(Stored data entries)
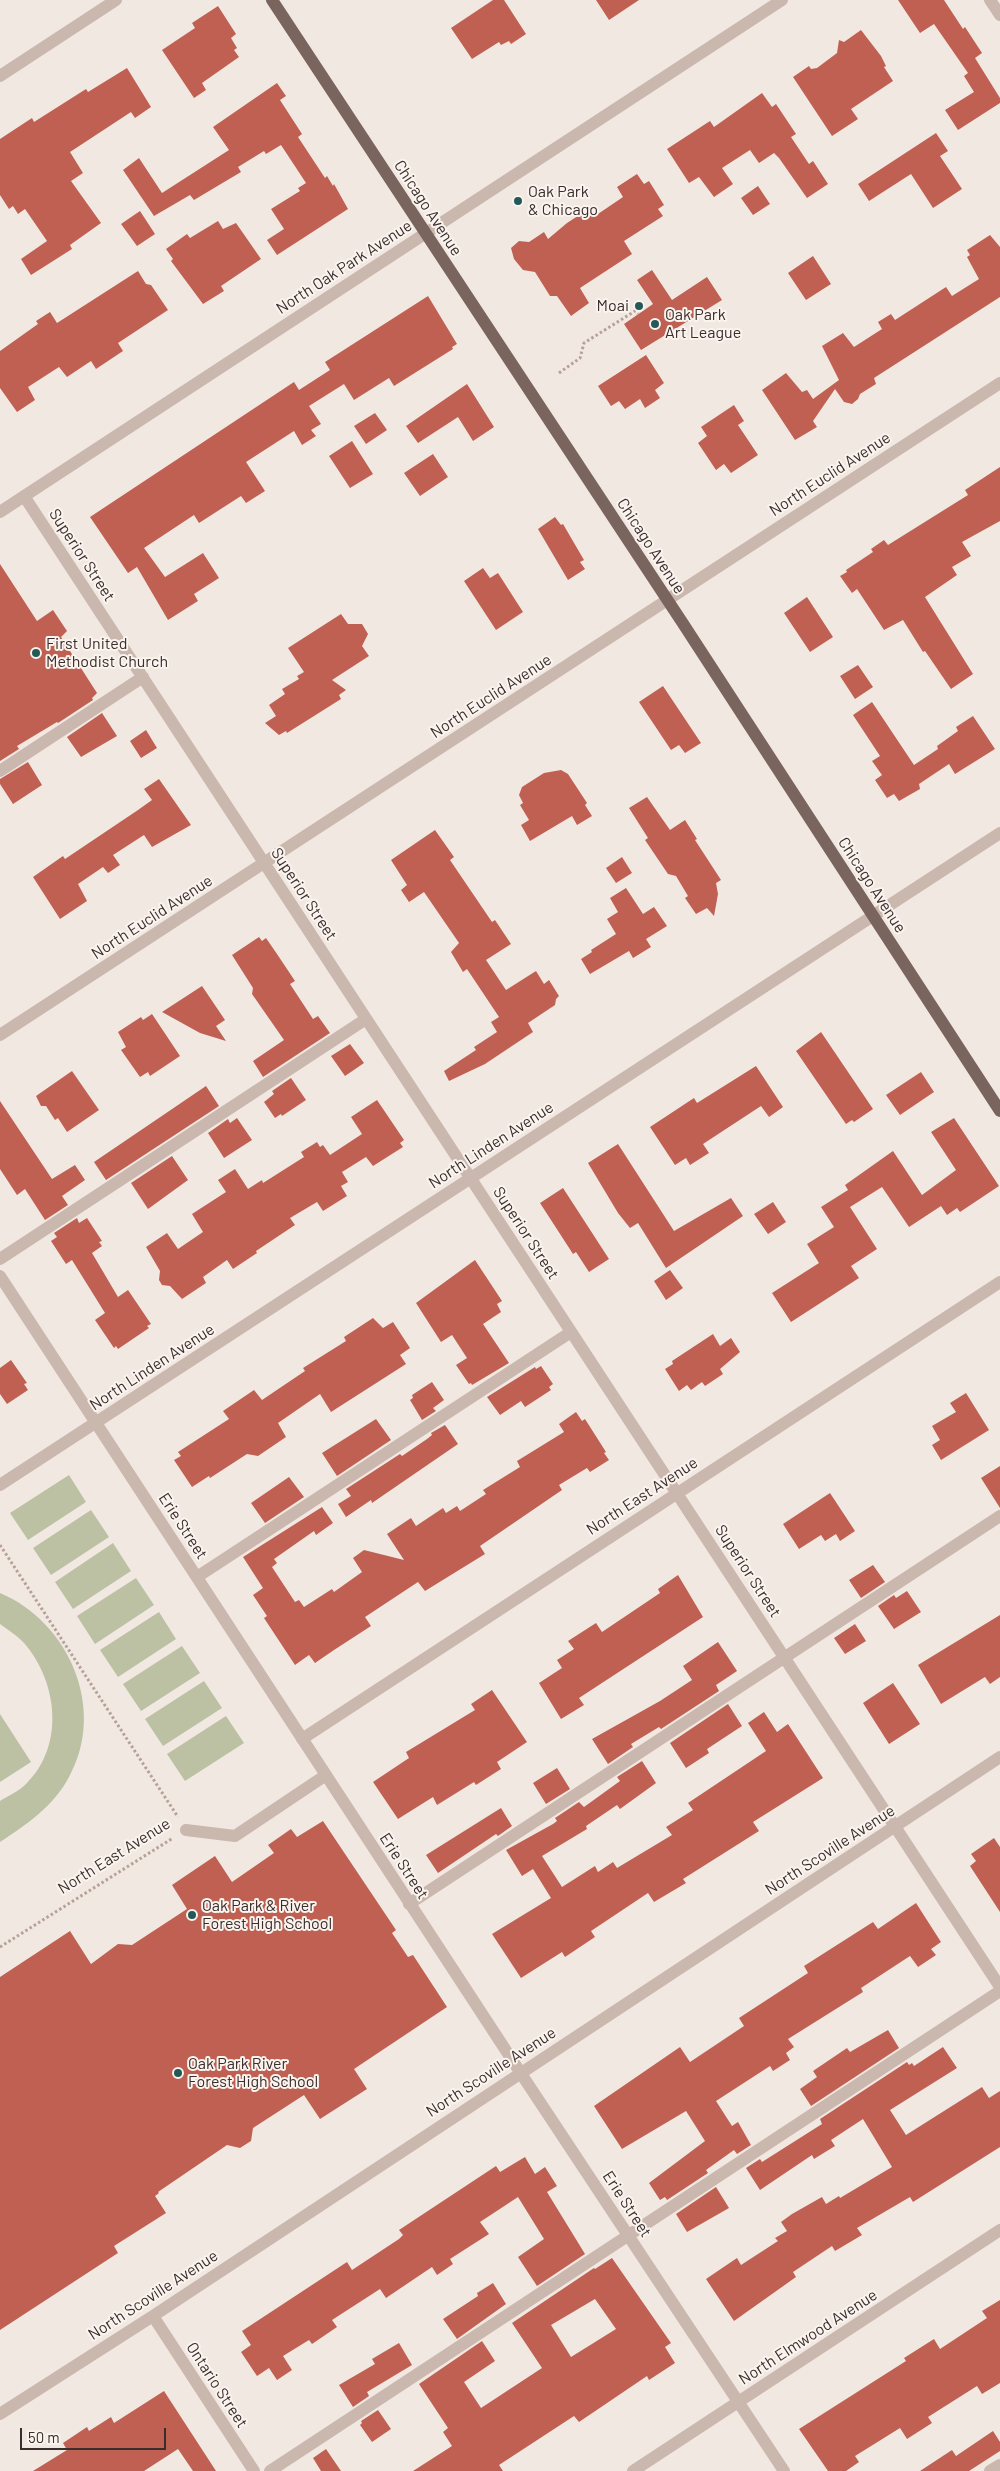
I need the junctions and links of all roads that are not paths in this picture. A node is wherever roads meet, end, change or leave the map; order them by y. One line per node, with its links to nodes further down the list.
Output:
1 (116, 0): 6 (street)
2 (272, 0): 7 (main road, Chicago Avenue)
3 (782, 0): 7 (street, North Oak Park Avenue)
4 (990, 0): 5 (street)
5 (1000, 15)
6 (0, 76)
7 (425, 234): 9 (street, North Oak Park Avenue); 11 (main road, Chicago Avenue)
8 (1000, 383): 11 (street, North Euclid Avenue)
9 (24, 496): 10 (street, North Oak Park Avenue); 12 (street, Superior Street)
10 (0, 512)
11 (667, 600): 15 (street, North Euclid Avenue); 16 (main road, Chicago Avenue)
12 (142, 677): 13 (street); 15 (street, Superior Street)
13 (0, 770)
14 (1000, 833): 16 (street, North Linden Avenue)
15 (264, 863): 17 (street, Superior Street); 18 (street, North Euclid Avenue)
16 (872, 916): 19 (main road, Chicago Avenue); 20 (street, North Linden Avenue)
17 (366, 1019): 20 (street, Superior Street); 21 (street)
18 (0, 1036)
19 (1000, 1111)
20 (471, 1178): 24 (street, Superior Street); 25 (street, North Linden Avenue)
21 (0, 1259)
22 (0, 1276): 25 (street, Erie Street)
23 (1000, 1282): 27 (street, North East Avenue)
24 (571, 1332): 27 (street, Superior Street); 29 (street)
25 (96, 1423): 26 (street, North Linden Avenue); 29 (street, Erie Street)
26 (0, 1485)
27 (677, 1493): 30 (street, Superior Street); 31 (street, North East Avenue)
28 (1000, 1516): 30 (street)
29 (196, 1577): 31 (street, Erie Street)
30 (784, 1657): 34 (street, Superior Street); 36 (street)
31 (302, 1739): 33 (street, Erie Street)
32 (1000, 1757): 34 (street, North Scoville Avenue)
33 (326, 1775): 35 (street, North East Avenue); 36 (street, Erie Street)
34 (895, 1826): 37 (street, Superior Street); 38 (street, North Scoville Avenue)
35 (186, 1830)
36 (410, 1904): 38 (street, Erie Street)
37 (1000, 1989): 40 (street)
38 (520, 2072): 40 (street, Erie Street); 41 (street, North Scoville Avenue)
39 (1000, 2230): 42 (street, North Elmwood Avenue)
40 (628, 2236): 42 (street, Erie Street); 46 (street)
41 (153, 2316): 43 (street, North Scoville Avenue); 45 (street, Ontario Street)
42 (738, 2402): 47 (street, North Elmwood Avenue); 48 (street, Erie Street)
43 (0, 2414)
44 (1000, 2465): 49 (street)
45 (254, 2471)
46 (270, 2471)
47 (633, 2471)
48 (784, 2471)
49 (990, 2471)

## What is required
Exclude images and repeat all entries exactly.

## Task result
I need the junctions and links of all roads that are not paths in this picture. A node is wherever roads meet, end, change or leave the map; order them by y. One line per node, with its links to nodes further down the list.
Output:
1 (116, 0): 6 (street)
2 (272, 0): 7 (main road, Chicago Avenue)
3 (782, 0): 7 (street, North Oak Park Avenue)
4 (990, 0): 5 (street)
5 (1000, 15)
6 (0, 76)
7 (425, 234): 9 (street, North Oak Park Avenue); 11 (main road, Chicago Avenue)
8 (1000, 383): 11 (street, North Euclid Avenue)
9 (24, 496): 10 (street, North Oak Park Avenue); 12 (street, Superior Street)
10 (0, 512)
11 (667, 600): 15 (street, North Euclid Avenue); 16 (main road, Chicago Avenue)
12 (142, 677): 13 (street); 15 (street, Superior Street)
13 (0, 770)
14 (1000, 833): 16 (street, North Linden Avenue)
15 (264, 863): 17 (street, Superior Street); 18 (street, North Euclid Avenue)
16 (872, 916): 19 (main road, Chicago Avenue); 20 (street, North Linden Avenue)
17 (366, 1019): 20 (street, Superior Street); 21 (street)
18 (0, 1036)
19 (1000, 1111)
20 (471, 1178): 24 (street, Superior Street); 25 (street, North Linden Avenue)
21 (0, 1259)
22 (0, 1276): 25 (street, Erie Street)
23 (1000, 1282): 27 (street, North East Avenue)
24 (571, 1332): 27 (street, Superior Street); 29 (street)
25 (96, 1423): 26 (street, North Linden Avenue); 29 (street, Erie Street)
26 (0, 1485)
27 (677, 1493): 30 (street, Superior Street); 31 (street, North East Avenue)
28 (1000, 1516): 30 (street)
29 (196, 1577): 31 (street, Erie Street)
30 (784, 1657): 34 (street, Superior Street); 36 (street)
31 (302, 1739): 33 (street, Erie Street)
32 (1000, 1757): 34 (street, North Scoville Avenue)
33 (326, 1775): 35 (street, North East Avenue); 36 (street, Erie Street)
34 (895, 1826): 37 (street, Superior Street); 38 (street, North Scoville Avenue)
35 (186, 1830)
36 (410, 1904): 38 (street, Erie Street)
37 (1000, 1989): 40 (street)
38 (520, 2072): 40 (street, Erie Street); 41 (street, North Scoville Avenue)
39 (1000, 2230): 42 (street, North Elmwood Avenue)
40 (628, 2236): 42 (street, Erie Street); 46 (street)
41 (153, 2316): 43 (street, North Scoville Avenue); 45 (street, Ontario Street)
42 (738, 2402): 47 (street, North Elmwood Avenue); 48 (street, Erie Street)
43 (0, 2414)
44 (1000, 2465): 49 (street)
45 (254, 2471)
46 (270, 2471)
47 (633, 2471)
48 (784, 2471)
49 (990, 2471)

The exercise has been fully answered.